WHAT IS EXPECTED |
Where the word "dead" occurs in a line of the listing below, copy that line.

== MATERIAL PROVIDED

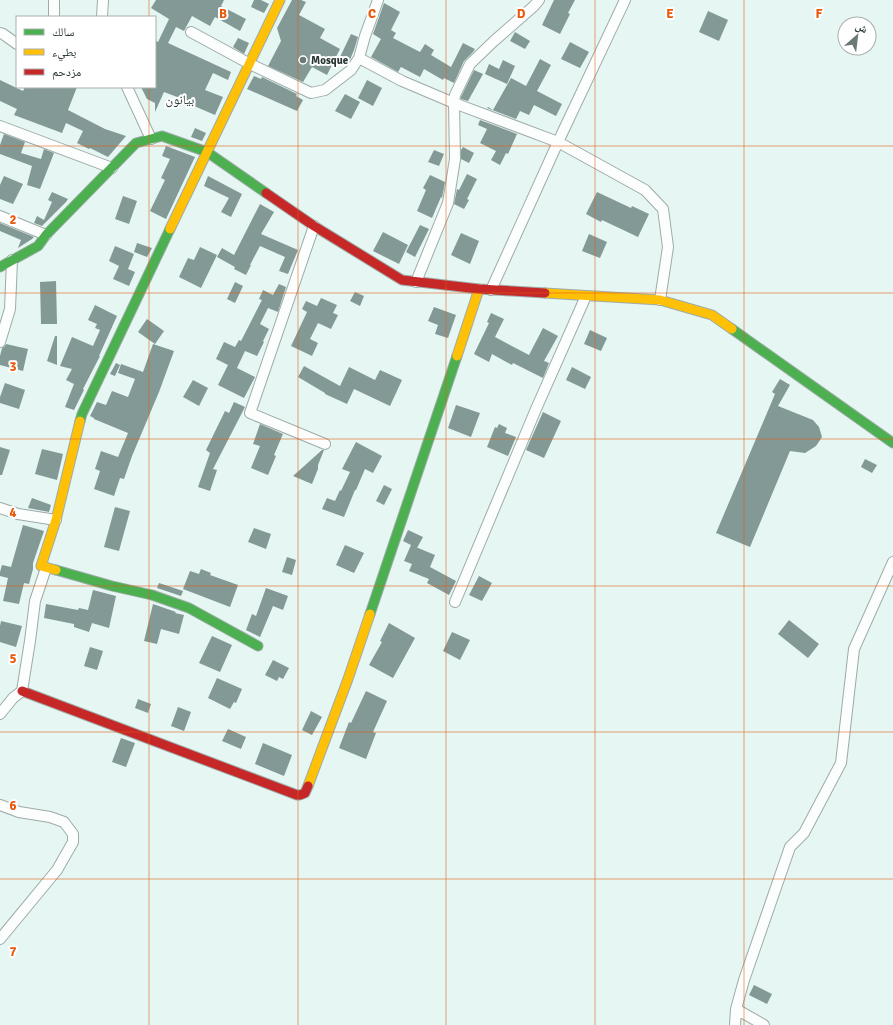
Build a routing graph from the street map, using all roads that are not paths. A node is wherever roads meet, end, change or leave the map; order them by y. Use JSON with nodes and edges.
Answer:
{"nodes":[{"id":1,"x":54,"y":0,"type":"edge"},
{"id":2,"x":103,"y":0,"type":"edge"},
{"id":3,"x":280,"y":0,"type":"edge"},
{"id":4,"x":378,"y":0,"type":"edge"},
{"id":5,"x":539,"y":0,"type":"edge"},
{"id":6,"x":626,"y":0,"type":"edge"},
{"id":7,"x":54,"y":16,"type":"edge"},
{"id":8,"x":102,"y":16,"type":"edge"},
{"id":9,"x":191,"y":32,"type":"dead end"},
{"id":10,"x":0,"y":33,"type":"edge"},
{"id":11,"x":16,"y":43,"type":"edge"},
{"id":12,"x":359,"y":58,"type":"junction"},
{"id":13,"x":250,"y":64,"type":"junction"},
{"id":14,"x":127,"y":88,"type":"edge"},
{"id":15,"x":454,"y":103,"type":"junction"},
{"id":16,"x":0,"y":126,"type":"edge"},
{"id":17,"x":151,"y":139,"type":"junction"},
{"id":18,"x":558,"y":142,"type":"junction"},
{"id":19,"x":206,"y":152,"type":"junction"},
{"id":20,"x":112,"y":168,"type":"junction"},
{"id":21,"x":0,"y":216,"type":"edge"},
{"id":22,"x":314,"y":226,"type":"junction"},
{"id":23,"x":46,"y":235,"type":"junction"},
{"id":24,"x":12,"y":260,"type":"junction"},
{"id":25,"x":0,"y":267,"type":"edge"},
{"id":26,"x":416,"y":282,"type":"junction"},
{"id":27,"x":479,"y":289,"type":"junction"},
{"id":28,"x":491,"y":290,"type":"junction"},
{"id":29,"x":586,"y":296,"type":"junction"},
{"id":30,"x":660,"y":300,"type":"junction"},
{"id":31,"x":0,"y":342,"type":"edge"},
{"id":32,"x":893,"y":443,"type":"edge"},
{"id":33,"x":326,"y":444,"type":"dead end"},
{"id":34,"x":0,"y":508,"type":"edge"},
{"id":35,"x":56,"y":520,"type":"junction"},
{"id":36,"x":893,"y":562,"type":"edge"},
{"id":37,"x":46,"y":568,"type":"junction"},
{"id":38,"x":455,"y":602,"type":"dead end"},
{"id":39,"x":258,"y":646,"type":"dead end"},
{"id":40,"x":22,"y":691,"type":"junction"},
{"id":41,"x":0,"y":714,"type":"edge"},
{"id":42,"x":0,"y":805,"type":"edge"},
{"id":43,"x":0,"y":939,"type":"edge"},
{"id":44,"x":736,"y":1009,"type":"junction"},
{"id":45,"x":735,"y":1025,"type":"edge"},
{"id":46,"x":764,"y":1025,"type":"edge"}],
"edges":[{"from":1,"to":7,"type":"street"},
{"from":2,"to":8,"type":"street"},
{"from":3,"to":13,"type":"street"},
{"from":4,"to":12,"type":"street"},
{"from":5,"to":15,"type":"street"},
{"from":6,"to":18,"type":"street"},
{"from":9,"to":13,"type":"street"},
{"from":10,"to":11,"type":"street"},
{"from":12,"to":13,"type":"street"},
{"from":12,"to":15,"type":"street"},
{"from":13,"to":19,"type":"street"},
{"from":14,"to":17,"type":"street"},
{"from":15,"to":18,"type":"street"},
{"from":15,"to":26,"type":"street"},
{"from":16,"to":20,"type":"street"},
{"from":17,"to":19,"type":"street"},
{"from":17,"to":20,"type":"street"},
{"from":18,"to":28,"type":"street"},
{"from":18,"to":30,"type":"street"},
{"from":19,"to":22,"type":"street"},
{"from":19,"to":35,"type":"street"},
{"from":20,"to":23,"type":"street"},
{"from":21,"to":23,"type":"street"},
{"from":22,"to":26,"type":"street"},
{"from":22,"to":33,"type":"street"},
{"from":23,"to":24,"type":"street"},
{"from":24,"to":25,"type":"street"},
{"from":24,"to":31,"type":"street"},
{"from":26,"to":27,"type":"street"},
{"from":27,"to":28,"type":"street"},
{"from":27,"to":40,"type":"street"},
{"from":28,"to":29,"type":"street"},
{"from":29,"to":30,"type":"street"},
{"from":29,"to":38,"type":"street"},
{"from":30,"to":32,"type":"street"},
{"from":34,"to":35,"type":"street"},
{"from":35,"to":37,"type":"street"},
{"from":36,"to":44,"type":"street"},
{"from":37,"to":39,"type":"street"},
{"from":37,"to":40,"type":"street"},
{"from":40,"to":41,"type":"street"},
{"from":42,"to":43,"type":"street"},
{"from":44,"to":45,"type":"street"},
{"from":44,"to":46,"type":"street"}]}
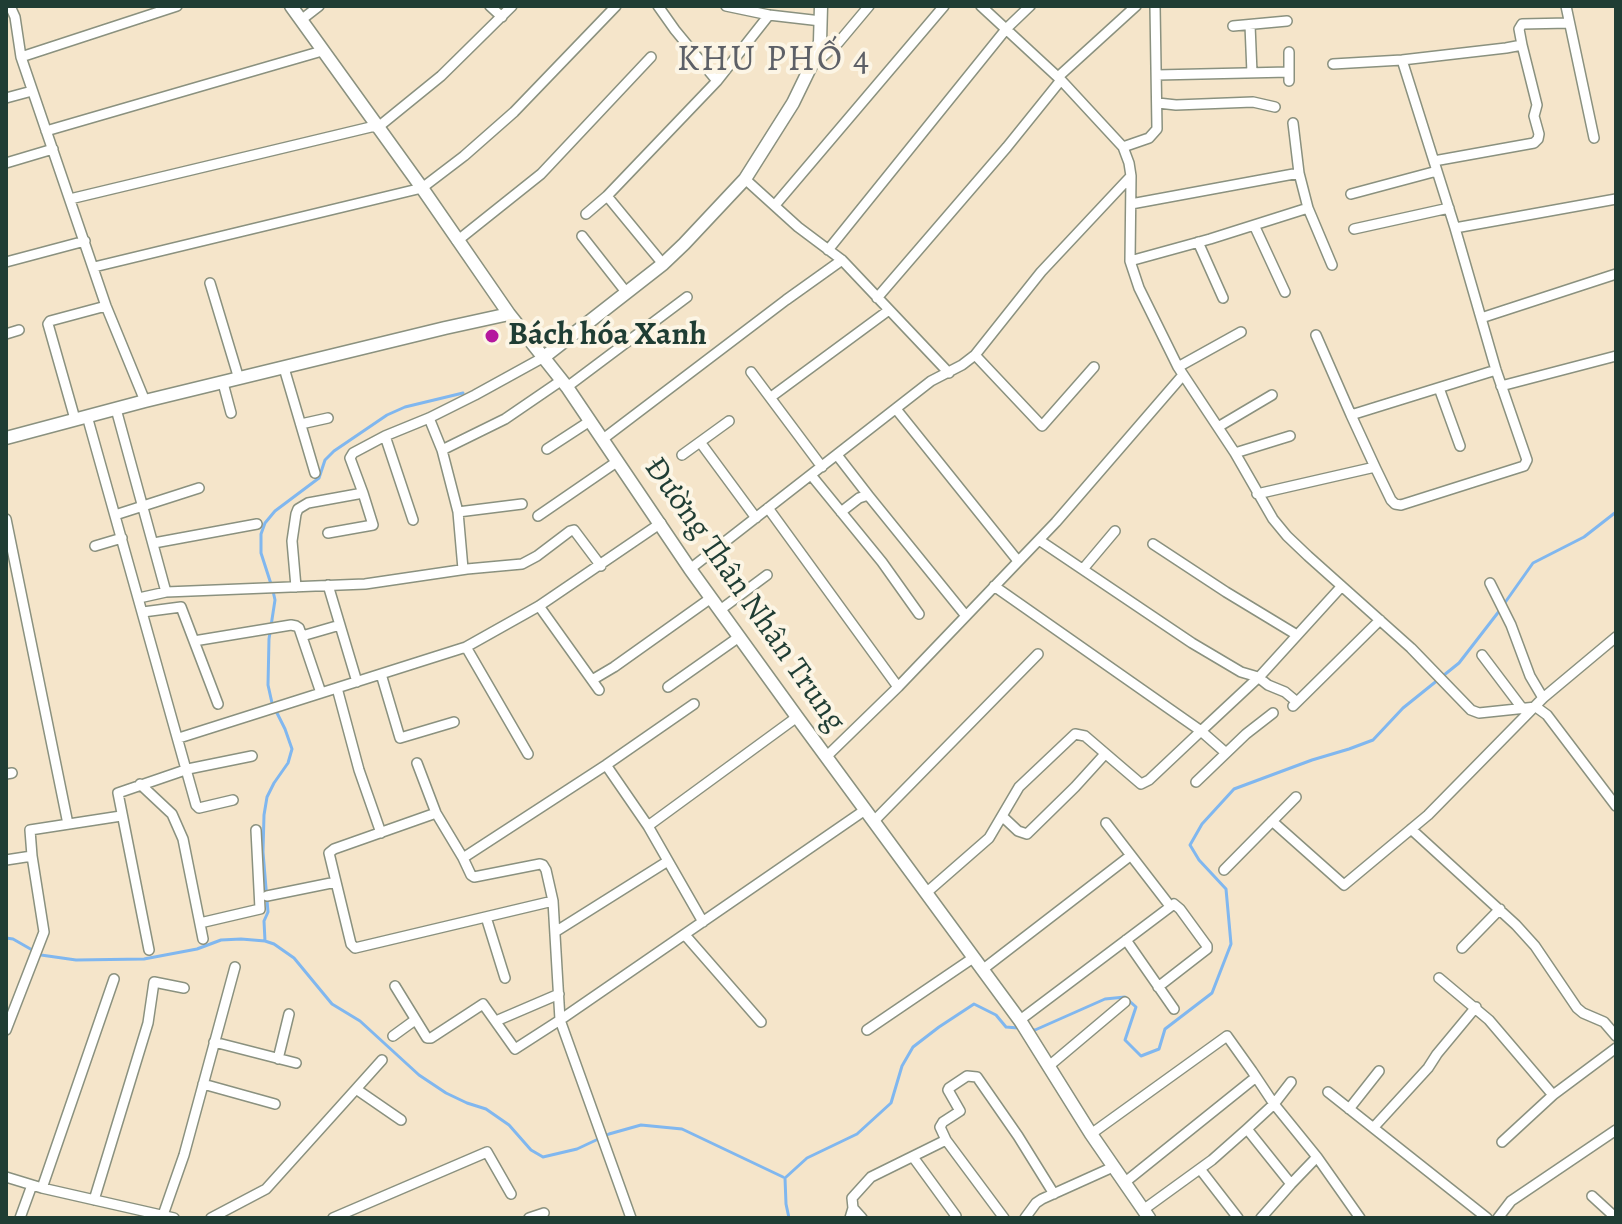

====

EXERCISE OUTPUT |
{"id":9,"x":191,"y":32,"type":"dead end"},
{"id":33,"x":326,"y":444,"type":"dead end"},
{"id":38,"x":455,"y":602,"type":"dead end"},
{"id":39,"x":258,"y":646,"type":"dead end"},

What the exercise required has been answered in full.